YOUR OBJECTIVE: Examine each line of the data. Copy the line if it includes the word "other".

Dataset entries
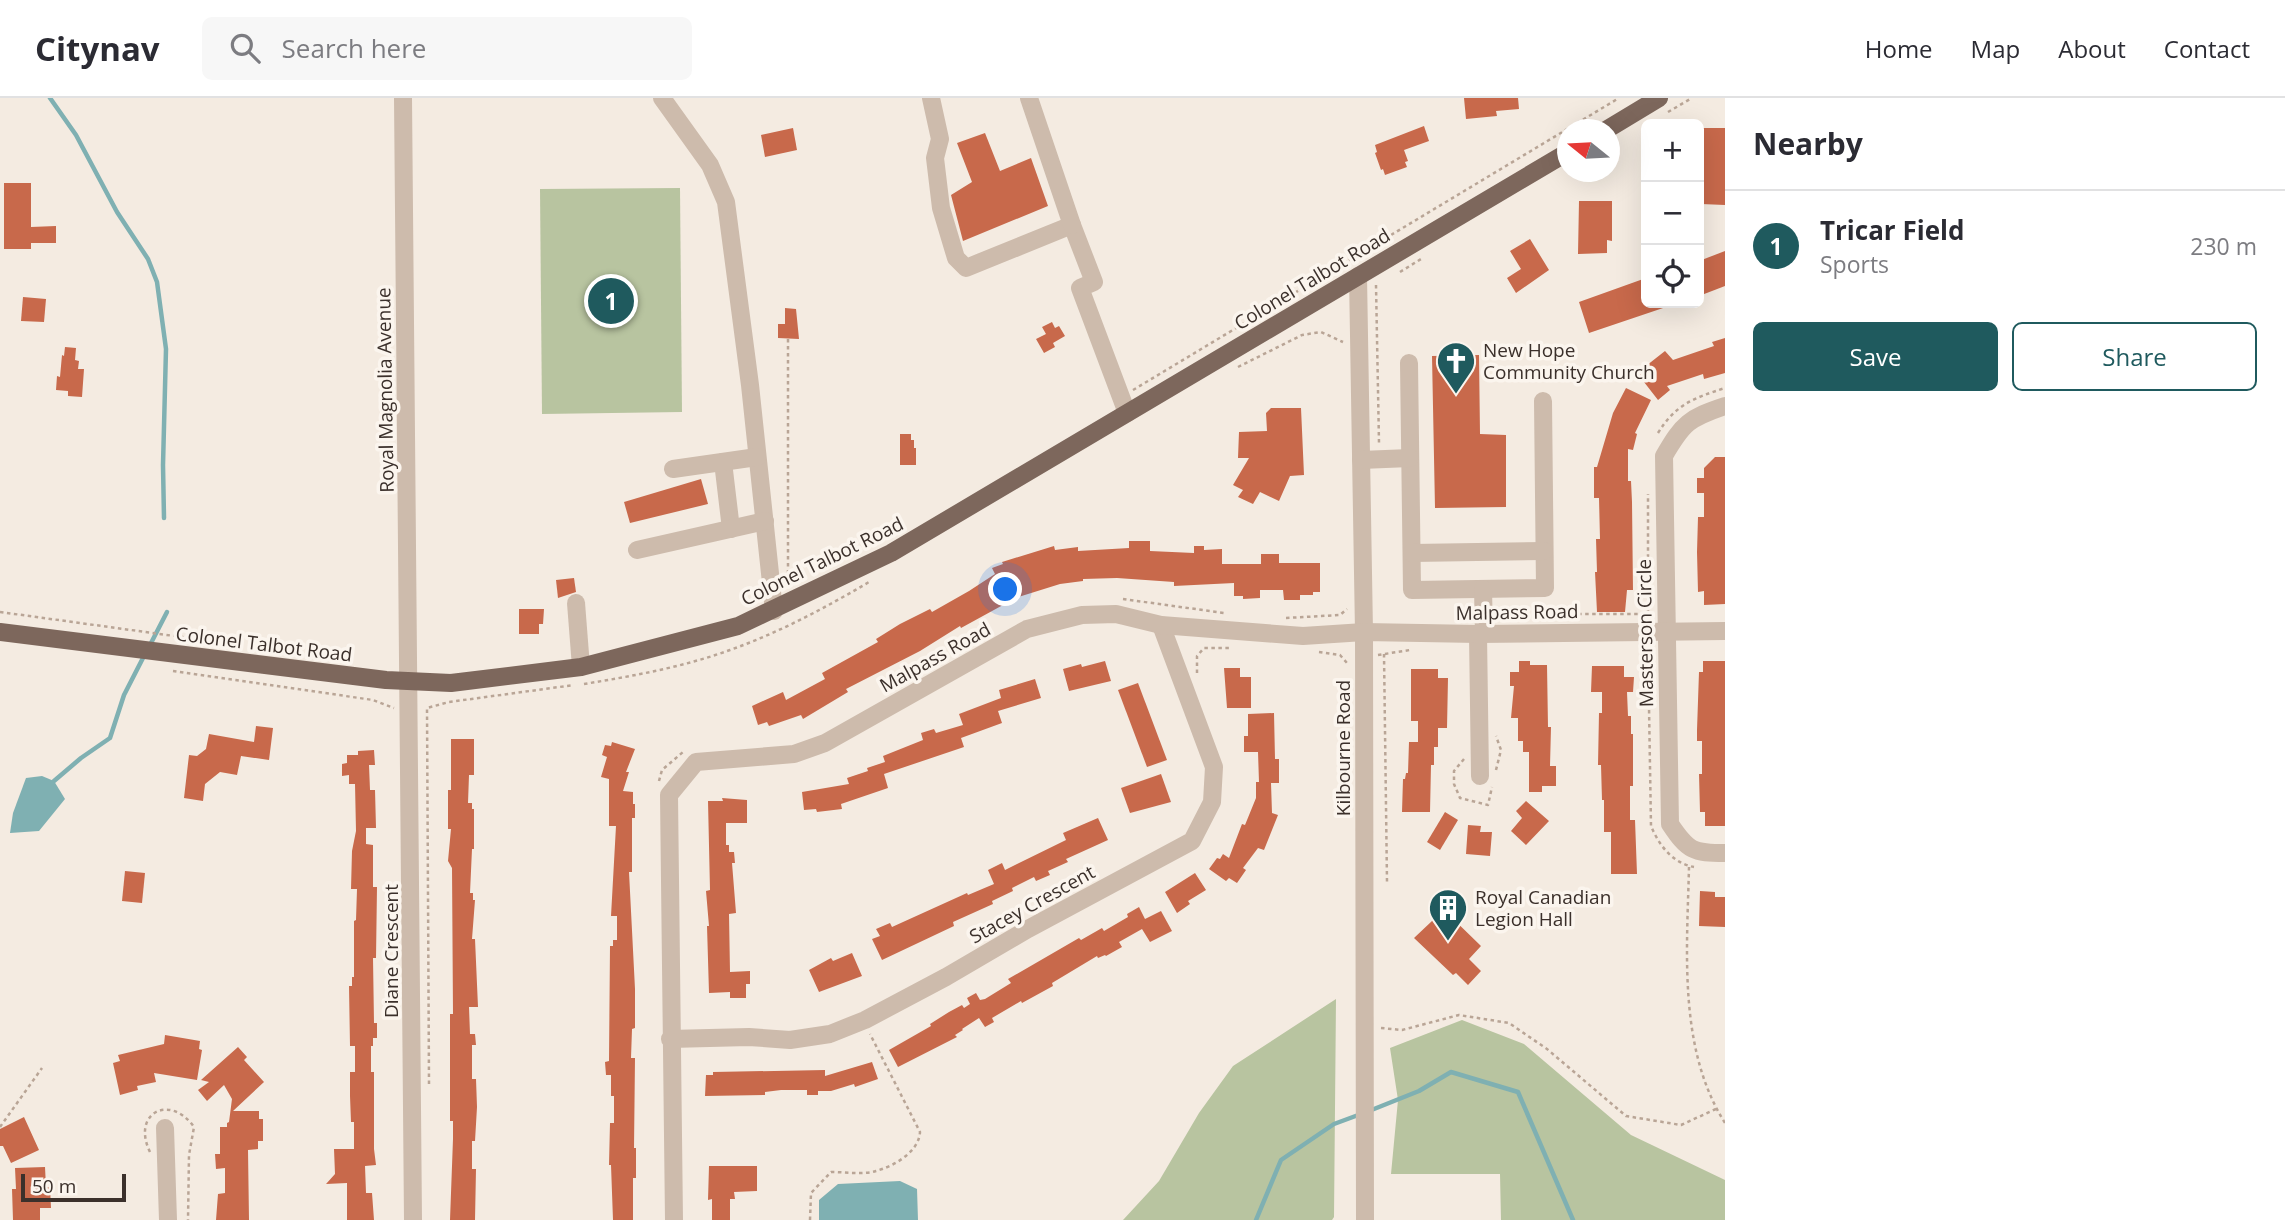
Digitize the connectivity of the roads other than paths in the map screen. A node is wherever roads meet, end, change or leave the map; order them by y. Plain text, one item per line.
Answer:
1 (403, 98) edge
2 (662, 98) edge
3 (931, 98) edge
4 (1029, 98) edge
5 (1659, 98) edge
6 (1620, 122) edge
7 (1557, 158) edge
8 (1072, 225) junction
9 (1358, 276) junction
10 (1409, 363) dead end
11 (1543, 401) dead end
12 (1124, 405) junction
13 (1725, 406) edge
14 (757, 457) junction
15 (1410, 458) junction
16 (1361, 460) junction
17 (723, 462) junction
18 (673, 469) dead end
19 (765, 521) junction
20 (731, 529) junction
21 (636, 550) dead end
22 (1544, 551) junction
23 (1412, 553) junction
24 (1483, 589) junction
25 (576, 603) dead end
26 (774, 611) junction
27 (1161, 625) junction
28 (1666, 631) junction
29 (1725, 631) edge
30 (0, 632) edge
31 (1364, 632) junction
32 (1481, 634) junction
33 (581, 667) junction
34 (410, 681) junction
35 (1490, 777) road end
36 (1725, 853) edge
37 (670, 1039) junction
38 (165, 1128) dead end
39 (168, 1220) edge
40 (414, 1220) edge
41 (674, 1220) edge
42 (1365, 1220) edge

1 - 34 street, Royal Magnolia Avenue
2 - 14 street
3 - 8 street
4 - 8 street
5 - 6 main road
7 - 9 main road, Colonel Talbot Road
8 - 12 street
9 - 12 main road, Colonel Talbot Road
9 - 16 street, Kilbourne Road
10 - 15 street
11 - 22 street
12 - 26 main road, Colonel Talbot Road
13 - 28 street, Masterson Circle
14 - 17 street
14 - 19 street
15 - 16 street
15 - 23 street
16 - 31 street, Kilbourne Road
17 - 18 street
17 - 20 street
19 - 20 street
19 - 26 street
20 - 21 street
22 - 23 street
22 - 24 street
23 - 24 street
24 - 32 street
25 - 33 street
26 - 33 main road, Colonel Talbot Road
27 - 31 street, Malpass Road
27 - 37 street, Malpass Road
27 - 37 street, Stacey Crescent
28 - 29 street, Malpass Road
28 - 32 street, Malpass Road
28 - 36 street, Masterson Circle
30 - 34 main road, Colonel Talbot Road
31 - 32 street, Malpass Road
31 - 42 street, Kilbourne Road
32 - 35 street
33 - 34 main road, Colonel Talbot Road
34 - 40 street, Diane Crescent
37 - 41 street, Malpass Road
38 - 39 street

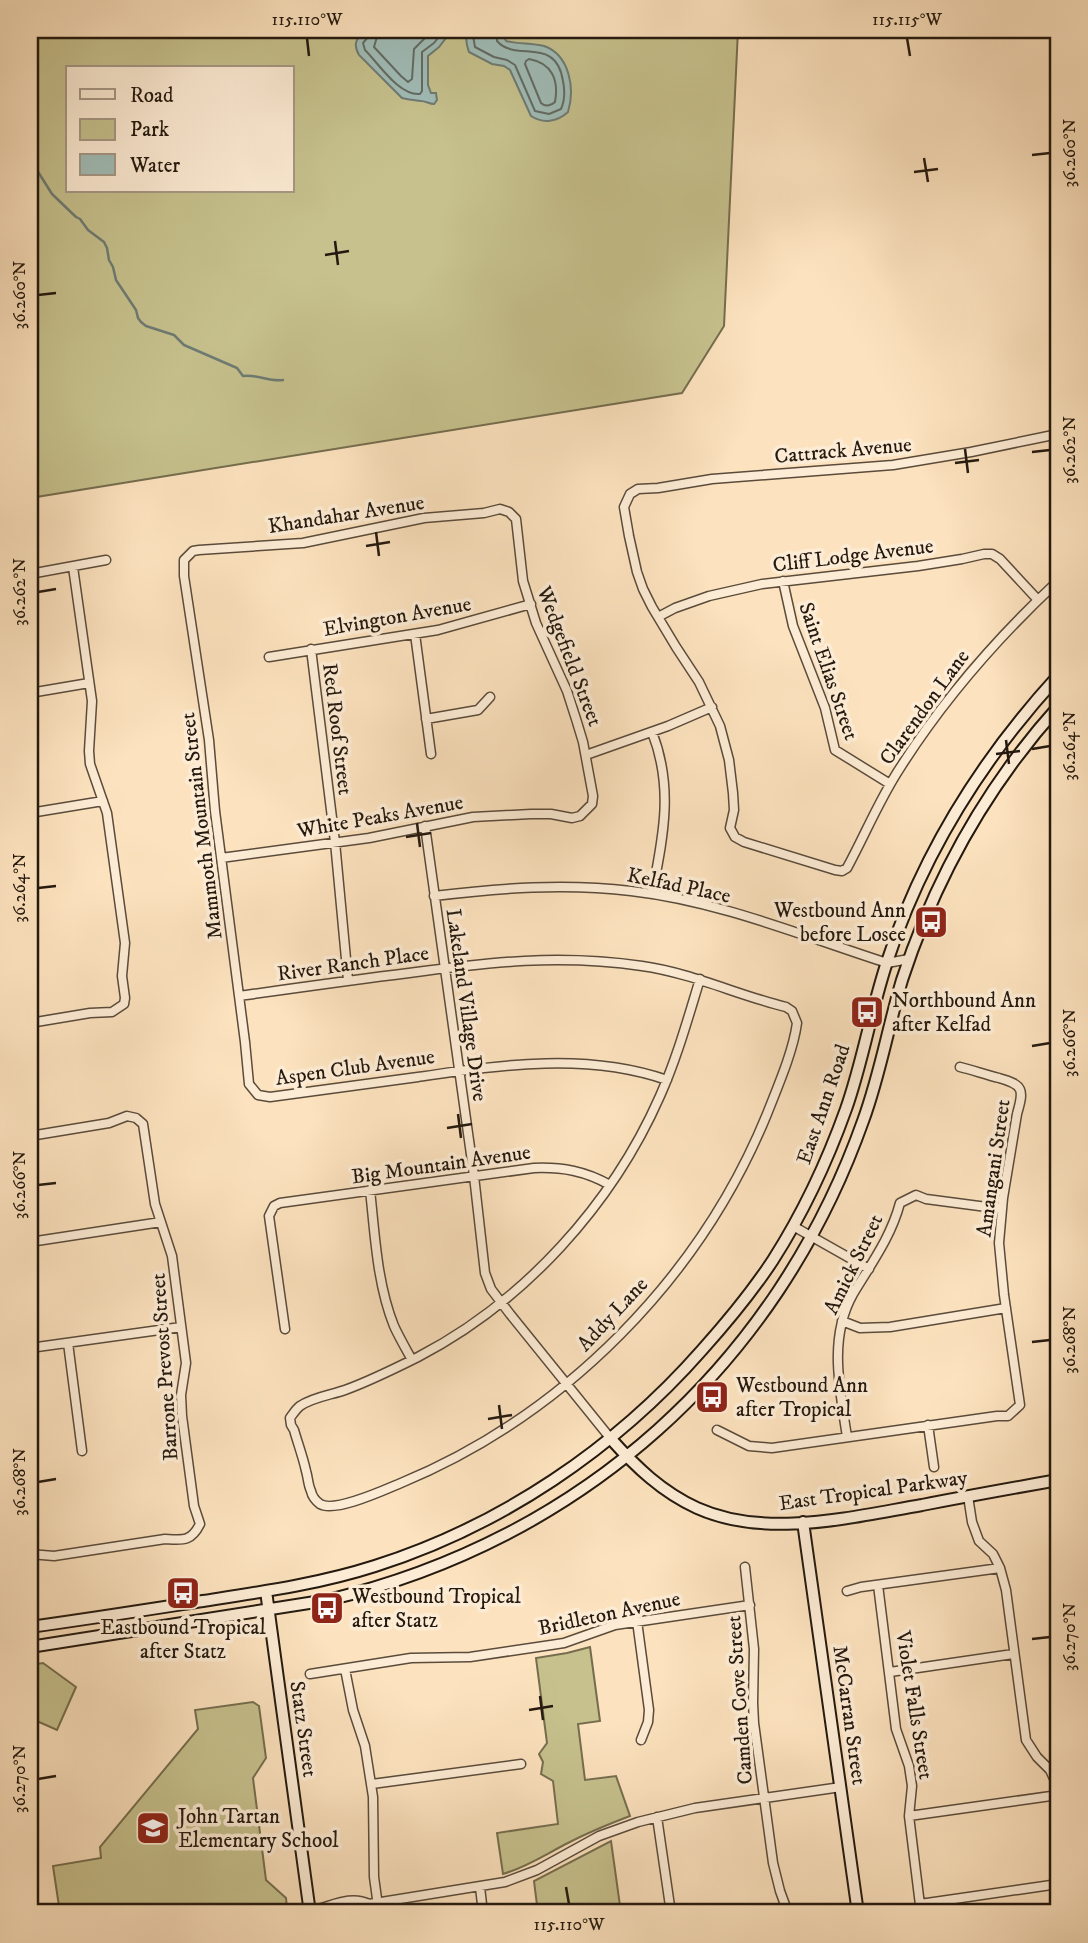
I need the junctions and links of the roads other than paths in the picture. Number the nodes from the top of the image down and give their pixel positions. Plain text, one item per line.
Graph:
1 (1058, 434) edge
2 (509, 512) joint
3 (188, 555) joint
4 (106, 560) dead end
5 (73, 566) junction
6 (30, 574) edge
7 (783, 581) junction
8 (1058, 581) edge
9 (1038, 600) junction
10 (531, 604) junction
11 (658, 617) junction
12 (415, 634) junction
13 (311, 649) junction
14 (269, 657) dead end
15 (1058, 676) edge
16 (89, 683) junction
17 (30, 693) edge
18 (490, 697) dead end
19 (712, 707) junction
20 (1058, 707) edge
21 (1024, 716) junction
22 (426, 719) junction
23 (1039, 729) junction
24 (652, 732) junction
25 (431, 754) dead end
26 (586, 755) junction
27 (890, 784) junction
28 (103, 801) junction
29 (585, 811) joint
30 (30, 813) edge
31 (425, 826) junction
32 (335, 842) junction
33 (221, 858) junction
34 (652, 894) junction
35 (434, 896) junction
36 (909, 959) junction
37 (887, 963) junction
38 (444, 968) junction
39 (699, 979) junction
40 (348, 981) junction
41 (239, 996) junction
42 (795, 1018) joint
43 (30, 1023) edge
44 (960, 1067) dead end
45 (459, 1071) junction
46 (667, 1080) junction
47 (256, 1093) joint
48 (30, 1136) edge
49 (474, 1176) junction
50 (610, 1185) junction
51 (370, 1191) junction
52 (1002, 1209) junction
53 (161, 1222) junction
54 (793, 1226) junction
55 (811, 1236) junction
56 (30, 1242) edge
57 (869, 1269) junction
58 (501, 1302) junction
59 (1006, 1308) junction
60 (842, 1321) junction
61 (181, 1327) junction
62 (285, 1329) dead end
63 (68, 1343) junction
64 (30, 1348) edge
65 (412, 1360) junction
66 (566, 1385) junction
67 (928, 1425) junction
68 (717, 1430) dead end
69 (847, 1437) junction
70 (611, 1439) junction
71 (82, 1451) dead end
72 (628, 1457) junction
73 (933, 1467) dead end
74 (1058, 1480) edge
75 (968, 1496) junction
76 (803, 1522) junction
77 (30, 1554) edge
78 (745, 1567) dead end
79 (1000, 1568) junction
80 (878, 1585) junction
81 (266, 1591) junction
82 (847, 1591) dead end
83 (750, 1605) junction
84 (269, 1611) junction
85 (637, 1621) junction
86 (30, 1627) edge
87 (30, 1647) edge
88 (1013, 1654) junction
89 (345, 1669) junction
90 (890, 1672) junction
91 (310, 1674) dead end
92 (641, 1740) dead end
93 (521, 1764) dead end
94 (372, 1784) junction
95 (841, 1787) junction
96 (1058, 1787) edge
97 (1058, 1795) edge
98 (764, 1798) junction
99 (909, 1815) junction
100 (657, 1817) junction
101 (1058, 1884) edge
102 (480, 1887) junction
103 (373, 1903) junction
104 (920, 1904) junction
105 (325, 1909) junction
106 (310, 1912) edge
107 (334, 1913) edge
108 (341, 1913) edge
109 (379, 1913) edge
110 (483, 1913) edge
111 (671, 1913) edge
112 (788, 1913) edge
113 (858, 1913) edge
114 (921, 1913) edge

1 - 11 street, Cattrack Avenue
2 - 3 street, Khandahar Avenue
2 - 10 street, Wedgefield Street
3 - 33 street, Mammoth Mountain Street
4 - 5 street
5 - 6 street
5 - 16 street
7 - 9 street, Cliff Lodge Avenue
7 - 11 street, Cliff Lodge Avenue
7 - 27 street, Saint Elias Street
8 - 9 street, Clarendon Lane
9 - 27 street, Clarendon Lane
10 - 12 street, Elvington Avenue
10 - 26 street, Wedgefield Street
11 - 19 street
12 - 13 street, Elvington Avenue
12 - 22 street
13 - 14 street, Elvington Avenue
13 - 32 street, Red Roof Street
15 - 21 main road, East Ann Road
16 - 17 street
16 - 28 street
18 - 22 street
19 - 24 street
19 - 27 street, Clarendon Lane
20 - 23 main road, East Ann Road
21 - 23 main road
21 - 37 main road, East Ann Road
22 - 25 street
23 - 36 main road, East Ann Road
24 - 26 street
24 - 34 street
26 - 29 street, Wedgefield Street
28 - 30 street
28 - 43 street
29 - 31 street, White Peaks Avenue
31 - 32 street, White Peaks Avenue
31 - 35 street, Lakeland Village Drive
32 - 33 street, White Peaks Avenue
32 - 40 street, Red Roof Street
33 - 41 street, Mammoth Mountain Street
34 - 35 street, Kelfad Place
34 - 37 street, Kelfad Place
35 - 38 street, Lakeland Village Drive
36 - 37 street, Kelfad Place
36 - 55 main road, East Ann Road
37 - 54 main road, East Ann Road
38 - 39 street, River Ranch Place
38 - 40 street, River Ranch Place
38 - 45 street, Lakeland Village Drive
39 - 42 street, River Ranch Place
39 - 46 street
40 - 41 street, River Ranch Place
41 - 47 street, Mammoth Mountain Street
42 - 66 street, Addy Lane
44 - 52 street, Amangani Street
45 - 46 street, Aspen Club Avenue
45 - 47 street, Aspen Club Avenue
45 - 49 street, Lakeland Village Drive
46 - 50 street
48 - 53 street, Barrone Prevost Street
49 - 50 street, Big Mountain Avenue
49 - 51 street, Big Mountain Avenue
49 - 58 street, Lakeland Village Drive
50 - 58 street
51 - 62 street, Big Mountain Avenue
51 - 65 street
52 - 57 street, Amick Street
52 - 59 street, Amangani Street
53 - 56 street
53 - 61 street, Barrone Prevost Street
54 - 55 street
54 - 70 main road, East Ann Road
55 - 57 street
55 - 72 main road, East Ann Road
57 - 60 street, Amick Street
58 - 65 street
58 - 66 street, Lakeland Village Drive
59 - 60 street
59 - 67 street, Amangani Street
60 - 69 street, Amick Street
61 - 63 street
61 - 77 street, Barrone Prevost Street
63 - 64 street
63 - 71 street
65 - 66 street, Addy Lane
66 - 70 street, Lakeland Village Drive
67 - 69 street
67 - 73 street
68 - 69 street
70 - 72 main road, East Tropical Parkway
70 - 81 main road
72 - 76 main road, East Tropical Parkway
72 - 84 main road
74 - 75 main road, East Tropical Parkway
75 - 76 main road, East Tropical Parkway
75 - 79 street
76 - 95 main road, McCarran Street
78 - 83 street, Camden Cove Street
79 - 80 street
79 - 88 street
80 - 82 street
80 - 90 street, Violet Falls Street
81 - 84 main road, Statz Street
81 - 86 main road
83 - 85 street, Bridleton Avenue
83 - 98 street, Camden Cove Street
84 - 87 main road
84 - 106 main road, Statz Street
85 - 89 street, Bridleton Avenue
85 - 92 street
88 - 90 street
88 - 96 street
89 - 91 street, Bridleton Avenue
89 - 94 street
90 - 99 street, Violet Falls Street
93 - 94 street
94 - 103 street
95 - 98 street
95 - 113 main road, McCarran Street
97 - 99 street
98 - 100 street
98 - 112 street, Camden Cove Street
99 - 104 street, Violet Falls Street
100 - 102 street
100 - 111 street
101 - 104 street
102 - 103 street
102 - 110 street
103 - 105 street
103 - 108 street
103 - 109 street
104 - 114 street, Violet Falls Street
105 - 106 street
105 - 107 street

FINAL ANSWER:
Digitize the connectivity of the roads other than paths in the map screen. A node is wherever roads meet, end, change or leave the map; order them by y. Plain text, one item per line.
I need the junctions and links of the roads other than paths in the picture. Number the nodes from the top of the image down and give their pixel positions. Plain text, one item per line.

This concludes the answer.